Across the whole listing, filter for the string "Catharinapolder" and copy every line that has it.

→ MATERIAL SHOWN:
-- -- --

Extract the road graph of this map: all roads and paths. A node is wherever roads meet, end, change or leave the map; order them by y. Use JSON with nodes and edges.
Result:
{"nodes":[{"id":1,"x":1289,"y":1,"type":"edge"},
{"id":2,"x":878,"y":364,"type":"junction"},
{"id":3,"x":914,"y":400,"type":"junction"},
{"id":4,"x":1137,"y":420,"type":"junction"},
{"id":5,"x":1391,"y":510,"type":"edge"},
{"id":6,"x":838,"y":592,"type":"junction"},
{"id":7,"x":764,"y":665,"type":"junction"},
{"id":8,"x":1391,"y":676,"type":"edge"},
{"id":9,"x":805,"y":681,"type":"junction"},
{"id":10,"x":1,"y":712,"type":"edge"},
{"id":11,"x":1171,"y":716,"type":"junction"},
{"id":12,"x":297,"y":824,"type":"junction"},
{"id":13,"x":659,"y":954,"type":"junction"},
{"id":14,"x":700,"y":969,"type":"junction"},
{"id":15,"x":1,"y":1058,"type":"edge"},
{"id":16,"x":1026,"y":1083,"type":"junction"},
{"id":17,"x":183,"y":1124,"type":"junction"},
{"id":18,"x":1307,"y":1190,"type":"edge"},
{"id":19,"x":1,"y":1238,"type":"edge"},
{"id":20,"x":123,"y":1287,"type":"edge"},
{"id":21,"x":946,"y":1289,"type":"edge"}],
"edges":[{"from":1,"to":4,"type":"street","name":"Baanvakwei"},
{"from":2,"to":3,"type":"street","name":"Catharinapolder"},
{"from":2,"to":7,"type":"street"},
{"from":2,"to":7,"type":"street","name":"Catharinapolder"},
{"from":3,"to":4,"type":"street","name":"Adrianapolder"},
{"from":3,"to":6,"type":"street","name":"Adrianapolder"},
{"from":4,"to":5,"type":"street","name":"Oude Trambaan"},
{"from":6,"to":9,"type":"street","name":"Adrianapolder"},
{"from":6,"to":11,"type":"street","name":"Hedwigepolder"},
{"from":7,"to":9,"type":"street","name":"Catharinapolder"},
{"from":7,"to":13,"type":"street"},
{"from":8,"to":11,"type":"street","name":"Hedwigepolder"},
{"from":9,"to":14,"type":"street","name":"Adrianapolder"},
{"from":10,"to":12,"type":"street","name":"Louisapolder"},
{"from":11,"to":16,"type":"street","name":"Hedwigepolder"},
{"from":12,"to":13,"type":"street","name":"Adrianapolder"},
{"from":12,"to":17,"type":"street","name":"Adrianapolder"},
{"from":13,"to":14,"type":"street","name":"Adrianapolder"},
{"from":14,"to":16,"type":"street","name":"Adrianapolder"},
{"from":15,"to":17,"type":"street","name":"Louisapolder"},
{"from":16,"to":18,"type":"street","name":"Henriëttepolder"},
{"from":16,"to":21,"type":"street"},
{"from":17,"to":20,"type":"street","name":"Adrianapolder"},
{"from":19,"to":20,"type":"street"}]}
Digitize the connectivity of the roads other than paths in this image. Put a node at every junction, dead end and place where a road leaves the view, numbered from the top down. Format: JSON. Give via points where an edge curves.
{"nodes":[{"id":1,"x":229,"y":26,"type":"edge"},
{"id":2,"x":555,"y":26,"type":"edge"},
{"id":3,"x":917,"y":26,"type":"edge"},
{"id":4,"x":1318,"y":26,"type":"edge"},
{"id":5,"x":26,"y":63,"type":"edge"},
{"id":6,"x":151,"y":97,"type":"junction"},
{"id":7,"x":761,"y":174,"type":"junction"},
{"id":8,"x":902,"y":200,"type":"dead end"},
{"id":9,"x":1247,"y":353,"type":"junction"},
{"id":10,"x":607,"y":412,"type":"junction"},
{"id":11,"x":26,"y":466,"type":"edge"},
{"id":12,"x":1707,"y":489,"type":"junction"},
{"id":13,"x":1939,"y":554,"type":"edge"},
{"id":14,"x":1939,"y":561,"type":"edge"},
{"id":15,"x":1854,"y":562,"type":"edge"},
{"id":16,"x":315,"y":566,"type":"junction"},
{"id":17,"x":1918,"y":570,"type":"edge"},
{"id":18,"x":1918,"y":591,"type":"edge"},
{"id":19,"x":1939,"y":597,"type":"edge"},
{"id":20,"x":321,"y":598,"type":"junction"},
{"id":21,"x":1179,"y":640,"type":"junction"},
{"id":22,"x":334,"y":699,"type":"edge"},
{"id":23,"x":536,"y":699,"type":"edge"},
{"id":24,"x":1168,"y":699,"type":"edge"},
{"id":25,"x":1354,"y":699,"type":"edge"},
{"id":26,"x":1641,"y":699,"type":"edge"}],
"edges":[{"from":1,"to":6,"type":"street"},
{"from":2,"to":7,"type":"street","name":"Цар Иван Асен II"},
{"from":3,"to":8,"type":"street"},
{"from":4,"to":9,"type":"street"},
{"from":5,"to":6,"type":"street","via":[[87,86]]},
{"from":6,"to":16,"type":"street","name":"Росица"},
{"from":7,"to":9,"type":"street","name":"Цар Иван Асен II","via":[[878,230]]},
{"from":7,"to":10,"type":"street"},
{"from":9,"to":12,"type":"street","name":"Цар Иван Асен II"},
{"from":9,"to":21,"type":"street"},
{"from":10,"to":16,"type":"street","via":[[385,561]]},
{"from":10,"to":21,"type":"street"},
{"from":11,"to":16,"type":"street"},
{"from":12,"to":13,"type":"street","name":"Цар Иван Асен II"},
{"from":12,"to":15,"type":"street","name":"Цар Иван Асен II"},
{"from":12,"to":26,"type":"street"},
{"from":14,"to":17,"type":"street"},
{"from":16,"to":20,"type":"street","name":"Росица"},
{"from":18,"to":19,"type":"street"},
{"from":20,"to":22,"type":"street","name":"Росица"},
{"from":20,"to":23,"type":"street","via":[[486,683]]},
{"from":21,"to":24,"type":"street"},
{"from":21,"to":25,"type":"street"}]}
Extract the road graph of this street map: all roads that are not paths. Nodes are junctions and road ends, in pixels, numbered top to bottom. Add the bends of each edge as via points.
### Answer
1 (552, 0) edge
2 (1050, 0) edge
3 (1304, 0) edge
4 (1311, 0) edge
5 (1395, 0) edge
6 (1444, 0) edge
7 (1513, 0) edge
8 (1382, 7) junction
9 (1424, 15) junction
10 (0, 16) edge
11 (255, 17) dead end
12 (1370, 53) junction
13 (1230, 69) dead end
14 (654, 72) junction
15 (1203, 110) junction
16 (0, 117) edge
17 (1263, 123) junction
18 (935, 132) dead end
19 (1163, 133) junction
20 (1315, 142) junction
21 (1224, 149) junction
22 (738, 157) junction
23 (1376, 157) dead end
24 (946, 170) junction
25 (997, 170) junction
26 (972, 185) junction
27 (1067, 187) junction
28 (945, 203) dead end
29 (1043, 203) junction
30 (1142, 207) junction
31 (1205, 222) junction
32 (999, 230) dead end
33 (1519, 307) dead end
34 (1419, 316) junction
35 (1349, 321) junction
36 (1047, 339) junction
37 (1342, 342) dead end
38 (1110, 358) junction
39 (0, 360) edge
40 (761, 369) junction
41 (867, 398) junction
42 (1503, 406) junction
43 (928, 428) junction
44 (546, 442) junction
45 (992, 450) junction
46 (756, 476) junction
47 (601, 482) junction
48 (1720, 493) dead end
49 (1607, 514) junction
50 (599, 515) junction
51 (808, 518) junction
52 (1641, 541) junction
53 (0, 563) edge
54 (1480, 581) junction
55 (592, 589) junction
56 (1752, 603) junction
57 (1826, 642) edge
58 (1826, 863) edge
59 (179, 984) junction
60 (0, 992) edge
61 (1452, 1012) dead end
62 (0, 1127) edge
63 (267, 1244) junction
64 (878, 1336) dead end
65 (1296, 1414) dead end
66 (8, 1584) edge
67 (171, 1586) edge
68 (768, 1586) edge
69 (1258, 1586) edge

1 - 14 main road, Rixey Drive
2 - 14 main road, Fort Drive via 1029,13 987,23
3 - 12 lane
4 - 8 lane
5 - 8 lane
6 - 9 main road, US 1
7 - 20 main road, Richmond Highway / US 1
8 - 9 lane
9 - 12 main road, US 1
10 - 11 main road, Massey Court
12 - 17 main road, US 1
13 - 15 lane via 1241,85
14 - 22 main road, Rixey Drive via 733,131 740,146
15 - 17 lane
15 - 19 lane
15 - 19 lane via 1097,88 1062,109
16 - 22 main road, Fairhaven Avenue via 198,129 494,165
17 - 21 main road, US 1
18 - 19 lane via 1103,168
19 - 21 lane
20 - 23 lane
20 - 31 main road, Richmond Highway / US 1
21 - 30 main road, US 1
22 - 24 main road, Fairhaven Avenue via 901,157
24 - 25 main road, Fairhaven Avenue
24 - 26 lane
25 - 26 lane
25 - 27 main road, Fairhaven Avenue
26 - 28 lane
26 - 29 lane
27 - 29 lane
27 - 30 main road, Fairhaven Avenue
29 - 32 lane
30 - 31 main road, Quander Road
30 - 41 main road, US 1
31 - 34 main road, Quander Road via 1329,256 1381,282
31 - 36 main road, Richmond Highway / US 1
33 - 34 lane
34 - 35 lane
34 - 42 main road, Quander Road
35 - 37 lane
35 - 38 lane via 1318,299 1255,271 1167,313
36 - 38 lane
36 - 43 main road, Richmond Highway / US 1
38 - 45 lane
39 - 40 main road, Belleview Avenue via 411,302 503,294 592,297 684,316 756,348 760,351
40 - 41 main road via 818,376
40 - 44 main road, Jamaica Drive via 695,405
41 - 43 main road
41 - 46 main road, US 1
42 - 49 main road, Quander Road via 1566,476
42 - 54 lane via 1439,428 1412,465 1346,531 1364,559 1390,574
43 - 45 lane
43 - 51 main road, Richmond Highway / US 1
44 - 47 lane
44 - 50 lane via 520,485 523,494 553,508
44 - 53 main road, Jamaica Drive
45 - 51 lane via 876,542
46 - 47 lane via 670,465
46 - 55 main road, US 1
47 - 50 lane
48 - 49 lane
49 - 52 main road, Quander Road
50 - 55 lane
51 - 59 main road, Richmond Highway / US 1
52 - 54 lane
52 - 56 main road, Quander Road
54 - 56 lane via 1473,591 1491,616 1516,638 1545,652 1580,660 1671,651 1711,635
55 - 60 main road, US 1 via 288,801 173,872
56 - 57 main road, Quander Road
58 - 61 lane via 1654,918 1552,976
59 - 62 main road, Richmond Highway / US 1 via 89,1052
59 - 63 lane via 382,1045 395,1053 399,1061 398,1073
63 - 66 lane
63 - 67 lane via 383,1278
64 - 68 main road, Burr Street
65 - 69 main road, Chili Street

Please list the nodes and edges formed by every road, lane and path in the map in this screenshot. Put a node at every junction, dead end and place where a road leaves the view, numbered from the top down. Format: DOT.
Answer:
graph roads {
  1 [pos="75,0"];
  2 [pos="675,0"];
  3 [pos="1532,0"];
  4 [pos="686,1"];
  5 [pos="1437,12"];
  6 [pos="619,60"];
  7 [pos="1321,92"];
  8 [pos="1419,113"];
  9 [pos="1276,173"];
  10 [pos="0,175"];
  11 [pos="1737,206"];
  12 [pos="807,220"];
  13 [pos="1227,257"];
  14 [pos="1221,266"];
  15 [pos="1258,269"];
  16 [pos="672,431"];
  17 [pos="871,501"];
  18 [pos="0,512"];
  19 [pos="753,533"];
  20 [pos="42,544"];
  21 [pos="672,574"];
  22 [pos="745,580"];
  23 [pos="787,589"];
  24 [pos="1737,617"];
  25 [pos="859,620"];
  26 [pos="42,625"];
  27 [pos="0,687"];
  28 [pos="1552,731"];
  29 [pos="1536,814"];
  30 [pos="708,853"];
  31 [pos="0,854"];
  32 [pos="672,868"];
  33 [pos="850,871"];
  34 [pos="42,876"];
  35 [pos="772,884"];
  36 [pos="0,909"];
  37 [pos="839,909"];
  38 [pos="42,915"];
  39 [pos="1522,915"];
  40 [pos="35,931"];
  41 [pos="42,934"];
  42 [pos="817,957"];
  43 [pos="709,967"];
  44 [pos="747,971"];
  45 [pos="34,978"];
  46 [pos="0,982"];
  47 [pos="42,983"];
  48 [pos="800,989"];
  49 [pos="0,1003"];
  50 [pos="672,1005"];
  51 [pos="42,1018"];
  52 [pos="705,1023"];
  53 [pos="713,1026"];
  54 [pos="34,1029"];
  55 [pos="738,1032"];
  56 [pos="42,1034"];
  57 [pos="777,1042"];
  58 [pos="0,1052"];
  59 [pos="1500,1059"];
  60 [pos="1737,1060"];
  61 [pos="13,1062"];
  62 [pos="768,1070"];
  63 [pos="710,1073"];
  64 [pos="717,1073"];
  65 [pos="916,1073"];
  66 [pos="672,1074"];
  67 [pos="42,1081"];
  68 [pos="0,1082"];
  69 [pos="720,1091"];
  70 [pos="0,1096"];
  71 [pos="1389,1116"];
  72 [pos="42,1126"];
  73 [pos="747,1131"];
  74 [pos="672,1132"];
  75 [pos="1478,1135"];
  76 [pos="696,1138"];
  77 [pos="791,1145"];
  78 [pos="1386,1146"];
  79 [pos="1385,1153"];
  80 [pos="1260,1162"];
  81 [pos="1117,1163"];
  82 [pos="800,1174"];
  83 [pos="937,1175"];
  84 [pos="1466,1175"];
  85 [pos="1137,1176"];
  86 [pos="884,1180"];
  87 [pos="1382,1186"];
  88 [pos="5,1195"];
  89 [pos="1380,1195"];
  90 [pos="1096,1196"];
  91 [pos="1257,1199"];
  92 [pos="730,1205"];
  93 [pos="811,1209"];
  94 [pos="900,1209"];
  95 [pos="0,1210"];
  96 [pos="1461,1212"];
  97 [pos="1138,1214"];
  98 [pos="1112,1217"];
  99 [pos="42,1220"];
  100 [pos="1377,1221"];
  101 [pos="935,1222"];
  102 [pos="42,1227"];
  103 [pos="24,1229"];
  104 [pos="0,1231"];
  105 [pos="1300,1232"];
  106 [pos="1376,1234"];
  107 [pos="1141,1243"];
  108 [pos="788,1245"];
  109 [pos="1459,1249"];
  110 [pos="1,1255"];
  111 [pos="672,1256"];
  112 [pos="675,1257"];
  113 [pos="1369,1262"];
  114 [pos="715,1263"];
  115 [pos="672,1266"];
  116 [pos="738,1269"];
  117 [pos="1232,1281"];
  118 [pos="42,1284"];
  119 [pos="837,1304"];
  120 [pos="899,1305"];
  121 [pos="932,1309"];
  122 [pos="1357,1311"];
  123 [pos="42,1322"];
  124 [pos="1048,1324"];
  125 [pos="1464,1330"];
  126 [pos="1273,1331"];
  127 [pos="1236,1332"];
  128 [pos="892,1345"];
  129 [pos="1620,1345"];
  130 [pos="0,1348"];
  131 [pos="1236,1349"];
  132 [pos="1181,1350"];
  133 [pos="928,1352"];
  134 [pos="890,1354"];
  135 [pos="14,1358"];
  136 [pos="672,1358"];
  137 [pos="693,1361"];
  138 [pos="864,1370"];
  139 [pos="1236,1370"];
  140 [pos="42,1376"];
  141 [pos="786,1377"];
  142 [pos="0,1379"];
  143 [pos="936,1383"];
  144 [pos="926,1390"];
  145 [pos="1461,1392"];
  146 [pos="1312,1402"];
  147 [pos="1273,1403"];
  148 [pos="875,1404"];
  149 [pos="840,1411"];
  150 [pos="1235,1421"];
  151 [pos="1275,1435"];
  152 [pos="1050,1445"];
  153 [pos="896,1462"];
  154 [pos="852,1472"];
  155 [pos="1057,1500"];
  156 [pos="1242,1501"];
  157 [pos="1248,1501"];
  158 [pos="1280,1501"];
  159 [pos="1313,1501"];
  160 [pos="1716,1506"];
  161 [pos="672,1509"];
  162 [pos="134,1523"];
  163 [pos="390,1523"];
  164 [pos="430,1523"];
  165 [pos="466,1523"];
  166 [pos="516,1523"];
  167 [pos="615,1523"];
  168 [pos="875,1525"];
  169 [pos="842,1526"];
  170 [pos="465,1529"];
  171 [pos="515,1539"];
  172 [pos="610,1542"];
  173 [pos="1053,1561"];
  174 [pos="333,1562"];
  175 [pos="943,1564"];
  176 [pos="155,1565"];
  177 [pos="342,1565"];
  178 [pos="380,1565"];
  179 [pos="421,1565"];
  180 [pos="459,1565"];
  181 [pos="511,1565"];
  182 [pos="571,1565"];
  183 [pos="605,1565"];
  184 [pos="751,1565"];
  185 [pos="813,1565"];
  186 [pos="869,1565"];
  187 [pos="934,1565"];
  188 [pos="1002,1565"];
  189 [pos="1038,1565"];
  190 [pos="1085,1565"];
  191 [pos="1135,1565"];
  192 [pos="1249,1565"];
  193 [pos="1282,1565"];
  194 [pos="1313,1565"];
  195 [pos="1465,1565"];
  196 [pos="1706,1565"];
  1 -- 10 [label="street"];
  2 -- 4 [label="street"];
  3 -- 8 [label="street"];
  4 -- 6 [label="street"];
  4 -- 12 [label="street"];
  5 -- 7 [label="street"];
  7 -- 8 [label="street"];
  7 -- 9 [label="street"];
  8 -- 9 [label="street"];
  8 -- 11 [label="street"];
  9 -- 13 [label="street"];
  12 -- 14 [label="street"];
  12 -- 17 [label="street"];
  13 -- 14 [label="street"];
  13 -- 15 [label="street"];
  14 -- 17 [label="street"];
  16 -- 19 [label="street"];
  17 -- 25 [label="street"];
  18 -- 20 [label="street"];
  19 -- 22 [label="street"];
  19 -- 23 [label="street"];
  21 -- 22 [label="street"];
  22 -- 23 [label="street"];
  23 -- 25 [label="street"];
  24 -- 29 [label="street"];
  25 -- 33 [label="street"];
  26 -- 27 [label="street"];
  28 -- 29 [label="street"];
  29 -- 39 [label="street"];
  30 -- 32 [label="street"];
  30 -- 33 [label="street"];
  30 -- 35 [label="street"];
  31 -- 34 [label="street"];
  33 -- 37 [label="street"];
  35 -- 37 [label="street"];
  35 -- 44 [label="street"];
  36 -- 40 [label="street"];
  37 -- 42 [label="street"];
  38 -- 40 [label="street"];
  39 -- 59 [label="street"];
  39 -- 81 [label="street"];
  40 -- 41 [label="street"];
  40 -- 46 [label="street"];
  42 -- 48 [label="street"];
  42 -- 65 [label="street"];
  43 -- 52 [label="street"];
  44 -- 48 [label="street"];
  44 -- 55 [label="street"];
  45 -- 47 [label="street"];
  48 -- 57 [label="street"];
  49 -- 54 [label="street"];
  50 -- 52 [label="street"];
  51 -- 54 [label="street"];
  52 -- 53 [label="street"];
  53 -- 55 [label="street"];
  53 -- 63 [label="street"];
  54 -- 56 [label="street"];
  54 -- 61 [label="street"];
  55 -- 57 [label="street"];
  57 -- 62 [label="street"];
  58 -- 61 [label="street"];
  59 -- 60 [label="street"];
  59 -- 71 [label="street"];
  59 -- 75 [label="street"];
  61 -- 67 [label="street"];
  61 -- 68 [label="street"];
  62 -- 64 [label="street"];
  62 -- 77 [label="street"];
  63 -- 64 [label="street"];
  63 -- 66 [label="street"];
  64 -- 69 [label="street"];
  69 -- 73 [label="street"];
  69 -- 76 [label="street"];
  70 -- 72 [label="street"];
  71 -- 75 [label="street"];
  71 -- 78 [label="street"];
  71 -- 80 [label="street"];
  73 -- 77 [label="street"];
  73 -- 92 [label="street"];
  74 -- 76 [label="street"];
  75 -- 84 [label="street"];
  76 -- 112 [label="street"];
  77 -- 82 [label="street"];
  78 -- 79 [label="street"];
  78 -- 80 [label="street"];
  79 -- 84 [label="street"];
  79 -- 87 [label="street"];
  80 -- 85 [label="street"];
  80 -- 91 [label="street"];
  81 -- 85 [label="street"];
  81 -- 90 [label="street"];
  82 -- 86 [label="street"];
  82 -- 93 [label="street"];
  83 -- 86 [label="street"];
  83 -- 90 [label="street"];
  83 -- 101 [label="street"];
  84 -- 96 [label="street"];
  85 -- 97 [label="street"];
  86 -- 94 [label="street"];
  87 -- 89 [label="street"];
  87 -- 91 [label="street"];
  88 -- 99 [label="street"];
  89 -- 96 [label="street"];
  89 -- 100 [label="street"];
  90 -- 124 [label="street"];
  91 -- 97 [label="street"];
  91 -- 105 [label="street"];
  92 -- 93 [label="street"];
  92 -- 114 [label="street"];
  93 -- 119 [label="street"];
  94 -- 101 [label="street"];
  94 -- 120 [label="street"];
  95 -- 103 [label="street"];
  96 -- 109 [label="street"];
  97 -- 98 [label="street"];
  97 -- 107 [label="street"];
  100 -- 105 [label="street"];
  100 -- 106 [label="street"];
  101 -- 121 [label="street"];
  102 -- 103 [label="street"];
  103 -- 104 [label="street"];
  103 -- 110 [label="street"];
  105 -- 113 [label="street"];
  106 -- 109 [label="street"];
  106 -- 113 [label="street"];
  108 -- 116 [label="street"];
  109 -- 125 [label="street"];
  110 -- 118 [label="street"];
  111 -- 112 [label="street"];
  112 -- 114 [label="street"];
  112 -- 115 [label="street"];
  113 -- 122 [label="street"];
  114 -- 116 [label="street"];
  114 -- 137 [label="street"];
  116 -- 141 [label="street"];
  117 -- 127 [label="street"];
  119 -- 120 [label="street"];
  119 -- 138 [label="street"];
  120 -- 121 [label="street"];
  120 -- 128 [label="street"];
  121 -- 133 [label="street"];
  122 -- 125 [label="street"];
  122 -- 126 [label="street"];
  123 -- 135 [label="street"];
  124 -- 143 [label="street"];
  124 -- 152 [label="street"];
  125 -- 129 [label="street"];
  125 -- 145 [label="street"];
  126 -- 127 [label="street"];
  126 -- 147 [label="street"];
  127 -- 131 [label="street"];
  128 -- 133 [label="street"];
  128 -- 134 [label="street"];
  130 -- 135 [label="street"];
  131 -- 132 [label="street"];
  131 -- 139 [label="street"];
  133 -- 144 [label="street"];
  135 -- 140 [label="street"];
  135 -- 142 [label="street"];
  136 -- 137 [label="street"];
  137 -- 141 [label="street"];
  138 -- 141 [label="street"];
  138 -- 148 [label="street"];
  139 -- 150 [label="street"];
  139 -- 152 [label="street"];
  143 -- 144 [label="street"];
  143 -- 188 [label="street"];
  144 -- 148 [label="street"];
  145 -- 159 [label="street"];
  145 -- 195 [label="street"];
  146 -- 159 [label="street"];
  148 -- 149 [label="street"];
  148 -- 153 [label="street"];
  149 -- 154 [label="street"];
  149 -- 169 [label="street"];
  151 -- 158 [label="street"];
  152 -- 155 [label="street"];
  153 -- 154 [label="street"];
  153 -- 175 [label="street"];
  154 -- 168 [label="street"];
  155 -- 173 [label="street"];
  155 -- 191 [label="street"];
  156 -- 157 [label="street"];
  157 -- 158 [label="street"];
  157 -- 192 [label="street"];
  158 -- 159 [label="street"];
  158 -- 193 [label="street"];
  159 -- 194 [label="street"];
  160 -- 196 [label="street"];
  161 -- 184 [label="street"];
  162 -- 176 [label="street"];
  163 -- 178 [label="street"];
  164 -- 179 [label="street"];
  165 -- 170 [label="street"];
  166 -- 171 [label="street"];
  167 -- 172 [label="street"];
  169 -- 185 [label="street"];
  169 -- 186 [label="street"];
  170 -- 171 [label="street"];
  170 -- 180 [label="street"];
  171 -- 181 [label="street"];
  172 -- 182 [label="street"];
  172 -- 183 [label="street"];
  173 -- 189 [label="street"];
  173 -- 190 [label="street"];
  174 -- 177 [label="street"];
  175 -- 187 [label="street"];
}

-- -- --

→ RESPONSE:
{"from":2,"to":3,"type":"street","name":"Catharinapolder"},
{"from":2,"to":7,"type":"street","name":"Catharinapolder"},
{"from":7,"to":9,"type":"street","name":"Catharinapolder"},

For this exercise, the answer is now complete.